PostgreSQL operates in the autocommit-on mode, and there is no option to alter this behavior at the server level. This is commonly referred to as transactions executed in unchained mode. However, PostgreSQL allows clients to configure autocommit settings. These database clients typically allow us to turn off autocommit at client side, by automatically issuing a BEGIN statement before the first statement following the end of a transaction.

That is the reason why in the above example, we are able to get changes of first session in the second session. Because PostgreSQL server operates in autocommit on mode. The PSQL client defaults to AUTOCOMMIT ON.

It is always strongly recommended to avoid disabling autocommit. Most database clients and APIs, including psql, JDBC, psycopg2, pgAdmin, and DBeaver, provide an option to disable autocommit. Notably, in the mentioned list, all clients, except psycopg2, run in autocommit-on mode as the default setting. So when using psycopg2, we need to make sure to turn on AUTOCOMMIT mode using the below statement where conn is connection variable.

conn.autocommit = True 

Problems with “autocommit off” in PostgreSQL

There are several issues that can arise when autocommit is turned off in PostgreSQL. If you disable autocommit and forget to execute a commit or rollback, your transaction will be in an idle state for a long time. There are few more problems:

We cannot use COMMIT/ROLLBACK in procedures

If we disable autocommit, we will not be able to use transaction control statements like COMMIT or ROLLBACK in the procedures. If we use them we will get a runtime error. See below example –

CREATE OR REPLACE PROCEDURE add_numbers(
    in1 INTEGER,
    in2 INTEGER
)
AS $$
BEGIN
    INSERT INTO testidm VALUES(1);
    COMMIT;
END;
$$ LANGUAGE plpgsql;

CALL add_numbers(1,2);

--Output
ERROR:  invalid transaction termination
CONTEXT:  PL/pgSQL function add_numbers(integer,integer) line 4 at COMMIT

The same is also mentioned in the docs that:

 

If CALL is executed in a transaction block, then the called procedure cannot execute transaction control statements. Transaction control statements are only allowed if CALL is executed in its own transaction.
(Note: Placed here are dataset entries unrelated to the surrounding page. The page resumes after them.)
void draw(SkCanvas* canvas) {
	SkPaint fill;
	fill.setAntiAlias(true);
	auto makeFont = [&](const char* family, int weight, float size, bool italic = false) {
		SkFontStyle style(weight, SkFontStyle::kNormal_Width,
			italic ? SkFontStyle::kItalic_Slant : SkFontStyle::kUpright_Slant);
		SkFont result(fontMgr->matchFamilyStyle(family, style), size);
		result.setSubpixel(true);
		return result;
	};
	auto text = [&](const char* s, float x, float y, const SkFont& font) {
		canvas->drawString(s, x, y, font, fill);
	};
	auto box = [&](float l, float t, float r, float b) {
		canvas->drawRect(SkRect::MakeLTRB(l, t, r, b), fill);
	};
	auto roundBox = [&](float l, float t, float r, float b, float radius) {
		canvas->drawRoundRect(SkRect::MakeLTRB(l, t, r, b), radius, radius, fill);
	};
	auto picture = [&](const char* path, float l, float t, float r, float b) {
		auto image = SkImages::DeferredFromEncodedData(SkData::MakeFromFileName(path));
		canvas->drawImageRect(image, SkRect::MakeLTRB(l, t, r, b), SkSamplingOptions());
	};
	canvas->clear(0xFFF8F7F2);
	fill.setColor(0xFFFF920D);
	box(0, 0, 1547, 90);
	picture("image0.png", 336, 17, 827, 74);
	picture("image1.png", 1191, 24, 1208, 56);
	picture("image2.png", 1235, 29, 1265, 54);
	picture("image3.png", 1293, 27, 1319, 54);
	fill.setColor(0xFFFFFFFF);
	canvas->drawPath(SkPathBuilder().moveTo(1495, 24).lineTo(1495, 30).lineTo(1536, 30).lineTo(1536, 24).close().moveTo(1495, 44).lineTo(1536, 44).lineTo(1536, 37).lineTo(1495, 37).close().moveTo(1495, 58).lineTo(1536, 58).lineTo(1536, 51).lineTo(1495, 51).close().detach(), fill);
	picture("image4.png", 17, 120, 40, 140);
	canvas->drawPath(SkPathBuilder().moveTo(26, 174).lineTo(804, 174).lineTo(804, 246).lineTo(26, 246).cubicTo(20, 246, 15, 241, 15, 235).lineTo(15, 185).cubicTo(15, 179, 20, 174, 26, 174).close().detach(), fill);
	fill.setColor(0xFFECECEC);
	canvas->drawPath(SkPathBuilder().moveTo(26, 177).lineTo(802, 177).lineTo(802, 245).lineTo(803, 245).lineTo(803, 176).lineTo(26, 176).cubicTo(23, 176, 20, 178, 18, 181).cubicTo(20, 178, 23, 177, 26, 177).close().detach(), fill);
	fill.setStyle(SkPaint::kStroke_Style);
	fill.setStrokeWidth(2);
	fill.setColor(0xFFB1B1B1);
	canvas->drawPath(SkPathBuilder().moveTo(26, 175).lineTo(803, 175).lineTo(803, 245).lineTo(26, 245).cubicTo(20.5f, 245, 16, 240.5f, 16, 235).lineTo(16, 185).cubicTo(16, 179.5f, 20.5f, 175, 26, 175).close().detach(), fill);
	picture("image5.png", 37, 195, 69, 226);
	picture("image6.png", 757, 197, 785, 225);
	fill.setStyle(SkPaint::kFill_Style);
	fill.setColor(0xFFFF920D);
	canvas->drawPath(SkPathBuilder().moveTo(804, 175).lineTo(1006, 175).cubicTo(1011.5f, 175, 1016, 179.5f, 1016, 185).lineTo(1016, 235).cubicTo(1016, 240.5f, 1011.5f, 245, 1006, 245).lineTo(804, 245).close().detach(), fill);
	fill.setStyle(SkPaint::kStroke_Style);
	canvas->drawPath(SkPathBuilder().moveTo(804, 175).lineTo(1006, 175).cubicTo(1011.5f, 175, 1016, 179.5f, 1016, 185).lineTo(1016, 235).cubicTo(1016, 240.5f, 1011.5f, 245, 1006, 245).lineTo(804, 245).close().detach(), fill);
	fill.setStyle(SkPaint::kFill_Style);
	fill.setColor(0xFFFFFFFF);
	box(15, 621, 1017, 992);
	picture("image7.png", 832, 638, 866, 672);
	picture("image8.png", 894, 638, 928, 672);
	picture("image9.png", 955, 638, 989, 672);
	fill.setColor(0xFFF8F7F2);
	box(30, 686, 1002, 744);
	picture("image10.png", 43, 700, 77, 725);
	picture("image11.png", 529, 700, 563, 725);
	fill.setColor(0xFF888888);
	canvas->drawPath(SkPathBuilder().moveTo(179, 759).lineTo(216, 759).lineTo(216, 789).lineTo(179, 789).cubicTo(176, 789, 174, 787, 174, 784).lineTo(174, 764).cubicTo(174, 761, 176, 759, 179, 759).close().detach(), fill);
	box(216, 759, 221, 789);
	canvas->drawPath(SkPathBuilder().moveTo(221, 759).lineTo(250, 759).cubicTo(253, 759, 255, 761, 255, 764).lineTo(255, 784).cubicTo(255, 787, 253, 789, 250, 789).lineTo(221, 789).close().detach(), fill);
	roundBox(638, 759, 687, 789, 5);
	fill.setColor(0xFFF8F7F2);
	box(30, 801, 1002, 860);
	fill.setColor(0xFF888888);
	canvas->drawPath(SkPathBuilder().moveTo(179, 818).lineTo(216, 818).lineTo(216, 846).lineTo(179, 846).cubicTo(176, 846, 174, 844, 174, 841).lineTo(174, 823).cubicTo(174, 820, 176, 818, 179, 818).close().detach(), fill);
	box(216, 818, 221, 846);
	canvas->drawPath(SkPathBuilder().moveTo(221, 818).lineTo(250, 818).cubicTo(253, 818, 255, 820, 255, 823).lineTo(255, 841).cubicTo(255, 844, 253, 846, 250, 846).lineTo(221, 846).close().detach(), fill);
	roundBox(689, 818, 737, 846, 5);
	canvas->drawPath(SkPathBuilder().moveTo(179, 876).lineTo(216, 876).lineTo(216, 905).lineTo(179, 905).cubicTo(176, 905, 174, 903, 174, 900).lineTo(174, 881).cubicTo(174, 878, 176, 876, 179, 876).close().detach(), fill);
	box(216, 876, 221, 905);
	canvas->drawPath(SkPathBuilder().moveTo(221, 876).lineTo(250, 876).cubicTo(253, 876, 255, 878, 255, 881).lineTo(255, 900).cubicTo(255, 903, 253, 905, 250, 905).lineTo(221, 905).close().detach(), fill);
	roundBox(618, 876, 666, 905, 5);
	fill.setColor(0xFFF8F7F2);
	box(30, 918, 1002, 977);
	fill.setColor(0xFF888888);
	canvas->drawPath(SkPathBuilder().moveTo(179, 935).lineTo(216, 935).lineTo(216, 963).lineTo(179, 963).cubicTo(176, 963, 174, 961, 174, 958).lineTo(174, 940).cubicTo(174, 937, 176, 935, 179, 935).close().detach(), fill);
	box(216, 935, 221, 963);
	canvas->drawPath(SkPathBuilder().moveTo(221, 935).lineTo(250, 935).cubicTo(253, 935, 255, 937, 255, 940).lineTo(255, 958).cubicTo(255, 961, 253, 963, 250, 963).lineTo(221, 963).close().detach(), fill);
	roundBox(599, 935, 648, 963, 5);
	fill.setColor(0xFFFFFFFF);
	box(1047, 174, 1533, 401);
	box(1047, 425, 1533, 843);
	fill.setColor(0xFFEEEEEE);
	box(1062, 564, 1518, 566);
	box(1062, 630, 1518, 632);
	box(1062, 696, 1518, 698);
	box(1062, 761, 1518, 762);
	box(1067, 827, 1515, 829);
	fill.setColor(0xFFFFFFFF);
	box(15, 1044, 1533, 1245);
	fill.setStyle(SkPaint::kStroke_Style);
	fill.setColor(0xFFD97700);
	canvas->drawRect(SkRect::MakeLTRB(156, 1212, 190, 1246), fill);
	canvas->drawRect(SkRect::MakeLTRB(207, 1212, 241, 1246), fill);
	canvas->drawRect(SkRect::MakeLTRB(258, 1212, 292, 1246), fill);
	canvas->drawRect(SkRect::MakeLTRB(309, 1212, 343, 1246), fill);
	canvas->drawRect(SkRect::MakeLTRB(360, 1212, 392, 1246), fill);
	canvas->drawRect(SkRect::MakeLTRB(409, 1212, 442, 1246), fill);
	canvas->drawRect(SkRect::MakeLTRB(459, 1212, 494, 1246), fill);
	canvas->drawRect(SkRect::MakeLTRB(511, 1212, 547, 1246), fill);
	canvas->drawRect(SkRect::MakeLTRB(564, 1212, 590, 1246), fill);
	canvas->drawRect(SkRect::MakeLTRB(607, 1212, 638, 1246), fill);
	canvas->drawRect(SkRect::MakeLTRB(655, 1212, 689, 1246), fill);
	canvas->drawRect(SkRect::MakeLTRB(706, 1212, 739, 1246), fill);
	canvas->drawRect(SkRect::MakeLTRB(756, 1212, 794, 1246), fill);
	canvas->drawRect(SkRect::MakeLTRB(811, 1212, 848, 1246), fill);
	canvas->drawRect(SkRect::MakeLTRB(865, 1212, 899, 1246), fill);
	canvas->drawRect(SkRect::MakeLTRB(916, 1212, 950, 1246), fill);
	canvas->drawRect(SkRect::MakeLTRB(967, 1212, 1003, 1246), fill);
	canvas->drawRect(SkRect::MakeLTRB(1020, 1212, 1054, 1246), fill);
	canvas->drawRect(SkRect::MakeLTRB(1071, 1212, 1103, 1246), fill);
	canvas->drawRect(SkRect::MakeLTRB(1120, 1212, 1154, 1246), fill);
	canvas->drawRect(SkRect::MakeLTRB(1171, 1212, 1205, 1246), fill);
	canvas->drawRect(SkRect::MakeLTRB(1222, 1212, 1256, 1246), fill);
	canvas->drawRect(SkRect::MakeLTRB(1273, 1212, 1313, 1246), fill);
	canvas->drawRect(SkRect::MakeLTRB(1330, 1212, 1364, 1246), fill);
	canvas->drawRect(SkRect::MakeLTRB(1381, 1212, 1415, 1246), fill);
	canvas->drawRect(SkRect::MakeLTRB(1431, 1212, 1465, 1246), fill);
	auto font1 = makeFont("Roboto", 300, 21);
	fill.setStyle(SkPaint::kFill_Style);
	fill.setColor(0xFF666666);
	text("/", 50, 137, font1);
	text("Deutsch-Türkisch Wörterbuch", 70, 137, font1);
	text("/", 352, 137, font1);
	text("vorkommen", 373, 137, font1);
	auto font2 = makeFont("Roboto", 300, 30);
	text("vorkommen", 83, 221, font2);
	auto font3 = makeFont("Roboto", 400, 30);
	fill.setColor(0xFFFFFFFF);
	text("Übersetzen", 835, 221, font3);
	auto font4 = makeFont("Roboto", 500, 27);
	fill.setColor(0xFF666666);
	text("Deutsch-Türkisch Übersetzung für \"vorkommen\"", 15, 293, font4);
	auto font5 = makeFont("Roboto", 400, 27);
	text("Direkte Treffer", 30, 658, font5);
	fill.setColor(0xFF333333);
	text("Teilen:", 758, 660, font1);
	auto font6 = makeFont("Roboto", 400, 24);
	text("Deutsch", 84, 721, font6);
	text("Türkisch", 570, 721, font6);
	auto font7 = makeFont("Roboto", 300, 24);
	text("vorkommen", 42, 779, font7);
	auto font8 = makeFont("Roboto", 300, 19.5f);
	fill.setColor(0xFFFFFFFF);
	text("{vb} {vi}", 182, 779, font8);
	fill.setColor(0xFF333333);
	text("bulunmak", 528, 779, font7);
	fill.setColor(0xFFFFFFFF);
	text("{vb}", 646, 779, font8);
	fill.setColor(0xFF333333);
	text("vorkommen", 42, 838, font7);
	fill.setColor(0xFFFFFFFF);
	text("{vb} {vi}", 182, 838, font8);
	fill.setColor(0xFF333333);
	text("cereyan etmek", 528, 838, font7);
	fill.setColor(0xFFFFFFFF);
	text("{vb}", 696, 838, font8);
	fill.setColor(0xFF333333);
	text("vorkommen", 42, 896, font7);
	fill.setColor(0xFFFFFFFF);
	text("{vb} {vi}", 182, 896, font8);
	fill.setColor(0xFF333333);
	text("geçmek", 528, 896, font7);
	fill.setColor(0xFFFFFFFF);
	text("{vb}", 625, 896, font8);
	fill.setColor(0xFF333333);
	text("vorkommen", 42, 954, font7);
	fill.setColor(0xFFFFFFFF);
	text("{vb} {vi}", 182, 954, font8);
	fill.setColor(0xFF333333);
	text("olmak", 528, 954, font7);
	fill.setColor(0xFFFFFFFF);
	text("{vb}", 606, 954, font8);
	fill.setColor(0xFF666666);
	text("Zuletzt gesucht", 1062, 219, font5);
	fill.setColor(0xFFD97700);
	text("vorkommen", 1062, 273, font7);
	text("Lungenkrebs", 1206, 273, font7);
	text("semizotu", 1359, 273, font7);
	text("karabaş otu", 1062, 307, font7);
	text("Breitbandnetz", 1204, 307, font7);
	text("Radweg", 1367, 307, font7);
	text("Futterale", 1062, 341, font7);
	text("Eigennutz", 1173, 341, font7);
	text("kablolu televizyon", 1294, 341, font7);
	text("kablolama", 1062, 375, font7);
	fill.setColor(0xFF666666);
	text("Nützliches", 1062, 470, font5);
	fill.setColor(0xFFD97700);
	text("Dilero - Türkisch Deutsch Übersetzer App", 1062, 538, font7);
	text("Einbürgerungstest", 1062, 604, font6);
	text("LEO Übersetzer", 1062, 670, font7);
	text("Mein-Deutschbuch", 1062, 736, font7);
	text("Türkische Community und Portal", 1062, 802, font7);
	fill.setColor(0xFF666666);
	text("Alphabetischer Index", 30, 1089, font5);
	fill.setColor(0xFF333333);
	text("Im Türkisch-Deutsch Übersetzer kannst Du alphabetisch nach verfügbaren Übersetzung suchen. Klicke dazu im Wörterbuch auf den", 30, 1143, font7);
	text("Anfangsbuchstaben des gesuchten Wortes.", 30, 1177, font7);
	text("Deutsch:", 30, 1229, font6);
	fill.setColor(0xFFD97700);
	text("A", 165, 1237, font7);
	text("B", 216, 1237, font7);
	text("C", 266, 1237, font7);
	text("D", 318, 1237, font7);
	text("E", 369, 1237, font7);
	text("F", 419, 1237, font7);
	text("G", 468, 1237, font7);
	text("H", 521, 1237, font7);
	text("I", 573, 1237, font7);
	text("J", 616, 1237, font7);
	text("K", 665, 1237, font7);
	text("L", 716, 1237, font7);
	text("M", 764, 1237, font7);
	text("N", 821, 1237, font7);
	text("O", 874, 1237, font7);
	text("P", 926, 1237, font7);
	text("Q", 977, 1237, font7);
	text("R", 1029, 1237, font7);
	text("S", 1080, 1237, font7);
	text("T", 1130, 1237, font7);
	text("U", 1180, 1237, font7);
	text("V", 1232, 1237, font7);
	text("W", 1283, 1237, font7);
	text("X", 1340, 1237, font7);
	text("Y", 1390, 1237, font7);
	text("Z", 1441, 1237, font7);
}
Locks held by long-running transactions

Disabling autocommit in PostgreSQL provides users with complete control over when to COMMIT or ROLLBACK. However, this can lead to long-running transactions, and the locks acquired by the SQL statements within the transaction may be held for an extended period, thereby potentially blocking other transactions.

Table bloat

In PostgreSQL, the autovacuum daemon is responsible for removing dead tuples, which are generated from deletes and updates. If the session has a long-running open transaction, autovacuum may be unable to delete these dead tuples, leading to table bloat.

Conclusion

To sum it up, when migrating from Oracle to PostgreSQL, the way we handle AUTOCOMMIT can cause hiccups. Oracle relies on manual commits, while PostgreSQL operates in autocommit mode by default. Understanding and adjusting to these differences is vital for a smooth transition, avoiding unexpected issues in how transactions are managed. It is always recommended not to turn off autocommit, as doing so results in unexpected behavior and runtime errors.